There’s a Fine Line Between the Two and it’s Called Hollywood Blvd
We’ve seen it time and time again in Hollywood. When fame, money and power hit all too suddenly, things can get a bit out of control. There has been no shortage of drug-related deaths in Tinsel Town, even dating as far back as films themselves. But in this day and age of corruption in the medical field, one has to beg the question, is it always as simple as drug addiction, or is there more to dig into?
Shocking still is the death of Michael Jackson, who died at the age of 50 just over a year ago. His doctor, Conrad Murray, has long been accused of providing Jackson with an over-abundance of prescription drugs, including a potent anesthetic propofol, which eventually caused his fatal cardiac arrest.
Seven other doctors who cared for Jackson were free of wrongful death charges in late July 2010. Murray, not one of the 7 being investigated, had previously pleaded not guilty to involuntary manslaughter after allegedly providing Jackson with the deadly prescription cocktail.
Joe Jackson’s attorney, Brian Oxman, says about the verdict:
“I am very disappointed.

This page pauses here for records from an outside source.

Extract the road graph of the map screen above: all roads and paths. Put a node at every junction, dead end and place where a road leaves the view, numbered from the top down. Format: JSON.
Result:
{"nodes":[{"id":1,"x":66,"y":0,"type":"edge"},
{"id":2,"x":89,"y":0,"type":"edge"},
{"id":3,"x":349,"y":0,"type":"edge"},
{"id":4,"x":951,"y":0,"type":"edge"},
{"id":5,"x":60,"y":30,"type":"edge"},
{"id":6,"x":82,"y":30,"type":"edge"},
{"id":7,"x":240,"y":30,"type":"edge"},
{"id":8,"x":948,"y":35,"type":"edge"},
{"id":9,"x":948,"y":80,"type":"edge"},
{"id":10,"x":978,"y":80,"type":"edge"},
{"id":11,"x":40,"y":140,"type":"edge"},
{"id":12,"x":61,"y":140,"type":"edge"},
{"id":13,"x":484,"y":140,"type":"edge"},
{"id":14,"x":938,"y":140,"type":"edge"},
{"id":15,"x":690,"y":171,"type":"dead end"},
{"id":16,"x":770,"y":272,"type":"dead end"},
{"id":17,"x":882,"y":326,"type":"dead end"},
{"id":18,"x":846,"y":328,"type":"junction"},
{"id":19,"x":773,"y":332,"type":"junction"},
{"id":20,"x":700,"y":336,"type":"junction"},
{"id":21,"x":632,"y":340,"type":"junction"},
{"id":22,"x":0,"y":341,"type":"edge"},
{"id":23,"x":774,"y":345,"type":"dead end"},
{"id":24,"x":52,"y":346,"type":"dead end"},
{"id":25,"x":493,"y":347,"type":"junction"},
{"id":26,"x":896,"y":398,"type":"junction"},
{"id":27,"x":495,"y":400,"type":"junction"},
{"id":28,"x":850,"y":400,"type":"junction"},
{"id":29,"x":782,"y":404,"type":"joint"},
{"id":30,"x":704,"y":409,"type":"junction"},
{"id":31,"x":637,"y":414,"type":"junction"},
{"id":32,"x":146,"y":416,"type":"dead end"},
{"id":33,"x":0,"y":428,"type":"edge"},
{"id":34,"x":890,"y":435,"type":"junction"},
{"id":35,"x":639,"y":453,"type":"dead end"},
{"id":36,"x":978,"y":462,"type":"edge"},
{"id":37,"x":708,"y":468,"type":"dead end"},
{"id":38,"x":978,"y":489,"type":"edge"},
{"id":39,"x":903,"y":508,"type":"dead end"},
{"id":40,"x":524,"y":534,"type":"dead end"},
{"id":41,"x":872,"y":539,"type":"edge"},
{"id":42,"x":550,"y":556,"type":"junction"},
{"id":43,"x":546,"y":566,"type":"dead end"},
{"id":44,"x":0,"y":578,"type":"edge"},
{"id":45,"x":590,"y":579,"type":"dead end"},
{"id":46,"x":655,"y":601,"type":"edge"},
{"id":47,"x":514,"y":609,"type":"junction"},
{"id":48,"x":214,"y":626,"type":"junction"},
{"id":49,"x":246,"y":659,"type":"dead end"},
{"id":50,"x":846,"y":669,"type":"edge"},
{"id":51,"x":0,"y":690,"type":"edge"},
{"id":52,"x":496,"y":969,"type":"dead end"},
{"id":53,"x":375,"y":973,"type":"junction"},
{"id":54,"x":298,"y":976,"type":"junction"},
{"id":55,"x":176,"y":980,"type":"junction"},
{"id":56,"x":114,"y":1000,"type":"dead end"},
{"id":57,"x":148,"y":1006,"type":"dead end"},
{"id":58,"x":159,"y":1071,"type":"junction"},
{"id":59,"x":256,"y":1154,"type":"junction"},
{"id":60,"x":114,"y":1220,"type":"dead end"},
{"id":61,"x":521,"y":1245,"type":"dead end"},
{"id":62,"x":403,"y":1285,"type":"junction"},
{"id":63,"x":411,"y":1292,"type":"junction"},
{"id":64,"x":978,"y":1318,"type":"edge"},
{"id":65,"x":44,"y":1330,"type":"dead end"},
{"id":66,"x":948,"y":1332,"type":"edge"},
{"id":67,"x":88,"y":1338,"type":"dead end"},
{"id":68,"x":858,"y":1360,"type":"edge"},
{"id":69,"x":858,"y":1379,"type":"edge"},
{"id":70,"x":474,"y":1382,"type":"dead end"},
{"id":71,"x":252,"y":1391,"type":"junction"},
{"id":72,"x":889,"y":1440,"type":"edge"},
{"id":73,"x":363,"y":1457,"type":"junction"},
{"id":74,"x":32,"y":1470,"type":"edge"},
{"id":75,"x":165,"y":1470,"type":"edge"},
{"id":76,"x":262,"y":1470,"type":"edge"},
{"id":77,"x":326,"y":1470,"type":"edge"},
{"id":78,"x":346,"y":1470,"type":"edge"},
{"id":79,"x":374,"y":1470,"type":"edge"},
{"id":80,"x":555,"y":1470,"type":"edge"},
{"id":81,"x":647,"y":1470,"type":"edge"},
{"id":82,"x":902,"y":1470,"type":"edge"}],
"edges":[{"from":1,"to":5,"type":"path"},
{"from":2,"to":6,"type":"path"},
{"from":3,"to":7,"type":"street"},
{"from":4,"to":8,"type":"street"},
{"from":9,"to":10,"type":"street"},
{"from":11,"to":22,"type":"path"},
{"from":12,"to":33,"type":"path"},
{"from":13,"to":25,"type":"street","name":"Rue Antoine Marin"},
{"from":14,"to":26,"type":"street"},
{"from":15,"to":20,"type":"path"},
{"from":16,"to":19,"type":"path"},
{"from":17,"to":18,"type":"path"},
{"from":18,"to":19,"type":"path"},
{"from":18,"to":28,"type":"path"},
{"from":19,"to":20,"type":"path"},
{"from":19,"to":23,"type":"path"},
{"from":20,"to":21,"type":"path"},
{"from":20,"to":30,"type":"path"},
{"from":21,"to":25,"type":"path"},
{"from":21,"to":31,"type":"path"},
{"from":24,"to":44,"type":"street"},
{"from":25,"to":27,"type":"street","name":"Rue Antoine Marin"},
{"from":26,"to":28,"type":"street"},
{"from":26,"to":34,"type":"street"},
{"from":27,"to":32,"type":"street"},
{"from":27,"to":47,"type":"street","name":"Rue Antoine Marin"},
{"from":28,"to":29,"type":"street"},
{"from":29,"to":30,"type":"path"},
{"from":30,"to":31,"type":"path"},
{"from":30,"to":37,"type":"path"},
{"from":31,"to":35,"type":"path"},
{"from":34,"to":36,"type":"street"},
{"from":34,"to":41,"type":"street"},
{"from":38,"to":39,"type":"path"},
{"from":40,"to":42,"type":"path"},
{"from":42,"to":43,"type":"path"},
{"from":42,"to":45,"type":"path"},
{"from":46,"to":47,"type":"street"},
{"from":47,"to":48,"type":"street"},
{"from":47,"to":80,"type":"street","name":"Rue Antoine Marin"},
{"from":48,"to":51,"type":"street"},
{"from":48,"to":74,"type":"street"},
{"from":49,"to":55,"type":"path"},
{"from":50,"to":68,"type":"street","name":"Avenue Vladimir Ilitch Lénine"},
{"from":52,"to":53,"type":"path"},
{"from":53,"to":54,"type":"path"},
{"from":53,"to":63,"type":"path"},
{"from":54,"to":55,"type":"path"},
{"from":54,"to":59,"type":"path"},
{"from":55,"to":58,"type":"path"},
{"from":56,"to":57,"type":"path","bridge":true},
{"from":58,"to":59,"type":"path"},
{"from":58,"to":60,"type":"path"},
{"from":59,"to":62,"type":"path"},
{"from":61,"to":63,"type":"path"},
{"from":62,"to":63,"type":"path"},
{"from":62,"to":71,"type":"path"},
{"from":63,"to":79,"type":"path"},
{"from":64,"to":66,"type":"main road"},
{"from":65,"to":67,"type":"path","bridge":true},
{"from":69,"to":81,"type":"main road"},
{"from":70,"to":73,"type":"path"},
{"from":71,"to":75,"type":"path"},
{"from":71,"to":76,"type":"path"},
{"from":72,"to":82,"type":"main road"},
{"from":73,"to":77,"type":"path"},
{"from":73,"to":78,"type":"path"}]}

The misuse of medications by Michael Jackson in the last years of his life was excessive and to fail to bring that to the public is ignoring reality.”
Earlier this month the wrongful death suit against Murray was being thrown out due to lack of information provided by Joe Jackson about the clinics in which Murray supposedly practiced from. Without sufficient information on location, a judge cannot determine if the Federal Court has jurisdiction. Joe Jackson was given one week to correct the documentation or the case would be thrown out. Murray’s lawyer Ed Chernoff has maintained the doctor’s innocence, saying he did not administer the fatal dose of propofol and that perhaps Jackson administered it to himself. Anesthesia experts have said the possibility of Jackson administering the drug himself is highly unlikely. If the trial continues, Murray could face a sentence of up to 4 years.
So one has to ask if this really is a case for a medical malpractice attorney or if Jackson would have found the drugs some other way, without the help of a doctor, leaving the brunt of the responsibility in his hands.